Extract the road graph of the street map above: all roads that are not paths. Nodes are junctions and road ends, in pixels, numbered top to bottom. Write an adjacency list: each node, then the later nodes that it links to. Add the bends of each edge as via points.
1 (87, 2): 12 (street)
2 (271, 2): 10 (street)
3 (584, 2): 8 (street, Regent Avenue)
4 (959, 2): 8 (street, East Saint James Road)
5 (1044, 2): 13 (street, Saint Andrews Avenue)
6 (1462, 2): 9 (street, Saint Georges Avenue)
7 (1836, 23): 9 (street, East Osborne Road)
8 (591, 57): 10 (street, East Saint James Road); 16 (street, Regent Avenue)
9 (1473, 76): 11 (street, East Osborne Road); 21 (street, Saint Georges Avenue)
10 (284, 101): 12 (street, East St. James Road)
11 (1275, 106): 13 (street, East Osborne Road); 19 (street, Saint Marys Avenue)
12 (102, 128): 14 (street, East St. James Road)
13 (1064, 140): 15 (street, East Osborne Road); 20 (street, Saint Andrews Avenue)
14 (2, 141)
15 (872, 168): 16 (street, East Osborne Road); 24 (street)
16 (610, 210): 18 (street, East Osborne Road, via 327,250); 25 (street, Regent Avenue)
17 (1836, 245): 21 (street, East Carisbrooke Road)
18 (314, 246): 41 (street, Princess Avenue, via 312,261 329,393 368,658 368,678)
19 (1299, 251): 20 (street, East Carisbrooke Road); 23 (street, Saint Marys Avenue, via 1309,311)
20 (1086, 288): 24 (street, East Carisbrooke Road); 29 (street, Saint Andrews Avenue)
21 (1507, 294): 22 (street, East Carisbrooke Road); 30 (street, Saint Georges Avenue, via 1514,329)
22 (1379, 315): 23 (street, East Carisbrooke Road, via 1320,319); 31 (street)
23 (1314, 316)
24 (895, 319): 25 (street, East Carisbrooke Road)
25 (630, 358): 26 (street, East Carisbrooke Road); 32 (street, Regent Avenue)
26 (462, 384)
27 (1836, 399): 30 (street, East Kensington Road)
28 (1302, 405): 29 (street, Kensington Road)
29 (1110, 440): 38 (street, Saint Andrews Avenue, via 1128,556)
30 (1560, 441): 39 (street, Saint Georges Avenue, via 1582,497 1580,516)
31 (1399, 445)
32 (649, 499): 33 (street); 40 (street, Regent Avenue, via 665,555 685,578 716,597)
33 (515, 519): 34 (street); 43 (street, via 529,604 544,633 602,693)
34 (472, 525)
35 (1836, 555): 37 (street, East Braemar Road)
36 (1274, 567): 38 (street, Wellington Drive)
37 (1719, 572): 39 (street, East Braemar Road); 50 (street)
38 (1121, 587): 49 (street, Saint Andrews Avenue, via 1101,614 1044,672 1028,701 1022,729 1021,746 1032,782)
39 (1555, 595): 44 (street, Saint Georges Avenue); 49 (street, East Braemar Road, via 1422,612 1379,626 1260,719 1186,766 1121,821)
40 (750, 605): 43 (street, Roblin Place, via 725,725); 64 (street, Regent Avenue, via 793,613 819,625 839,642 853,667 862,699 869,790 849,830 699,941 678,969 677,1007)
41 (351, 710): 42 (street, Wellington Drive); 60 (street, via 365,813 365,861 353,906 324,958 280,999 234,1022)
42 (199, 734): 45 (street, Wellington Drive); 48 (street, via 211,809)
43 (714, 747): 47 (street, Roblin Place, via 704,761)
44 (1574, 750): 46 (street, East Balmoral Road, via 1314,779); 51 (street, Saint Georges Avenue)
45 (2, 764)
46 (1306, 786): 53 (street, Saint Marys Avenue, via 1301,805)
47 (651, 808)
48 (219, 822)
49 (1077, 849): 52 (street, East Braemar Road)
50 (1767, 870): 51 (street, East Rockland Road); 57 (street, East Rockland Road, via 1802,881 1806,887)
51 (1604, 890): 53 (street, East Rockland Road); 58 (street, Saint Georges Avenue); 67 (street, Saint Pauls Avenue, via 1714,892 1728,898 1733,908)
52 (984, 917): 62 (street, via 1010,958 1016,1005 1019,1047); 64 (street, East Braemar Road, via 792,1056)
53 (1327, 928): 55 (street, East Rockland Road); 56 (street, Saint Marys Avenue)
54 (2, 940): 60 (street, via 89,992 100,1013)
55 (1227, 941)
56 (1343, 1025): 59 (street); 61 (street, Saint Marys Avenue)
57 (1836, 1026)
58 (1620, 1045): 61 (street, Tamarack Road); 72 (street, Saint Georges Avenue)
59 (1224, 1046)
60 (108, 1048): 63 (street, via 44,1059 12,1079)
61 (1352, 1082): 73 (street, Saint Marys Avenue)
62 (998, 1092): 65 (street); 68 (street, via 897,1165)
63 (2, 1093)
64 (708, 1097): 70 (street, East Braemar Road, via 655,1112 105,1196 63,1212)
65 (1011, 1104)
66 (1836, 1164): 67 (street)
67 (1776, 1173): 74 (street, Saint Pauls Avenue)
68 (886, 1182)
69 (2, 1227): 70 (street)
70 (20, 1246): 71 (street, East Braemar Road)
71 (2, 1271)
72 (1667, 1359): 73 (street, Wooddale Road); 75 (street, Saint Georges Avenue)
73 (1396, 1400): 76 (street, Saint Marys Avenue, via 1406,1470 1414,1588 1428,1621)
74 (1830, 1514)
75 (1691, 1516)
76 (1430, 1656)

-*-*-

* WHAT IS BEING ASKED
Lines holding the word "Andrews" are the answer; copy every one from the records above.

* SOLUTION FOR THIS PROBLEM
5 (1044, 2): 13 (street, Saint Andrews Avenue)
13 (1064, 140): 15 (street, East Osborne Road); 20 (street, Saint Andrews Avenue)
20 (1086, 288): 24 (street, East Carisbrooke Road); 29 (street, Saint Andrews Avenue)
29 (1110, 440): 38 (street, Saint Andrews Avenue, via 1128,556)
38 (1121, 587): 49 (street, Saint Andrews Avenue, via 1101,614 1044,672 1028,701 1022,729 1021,746 1032,782)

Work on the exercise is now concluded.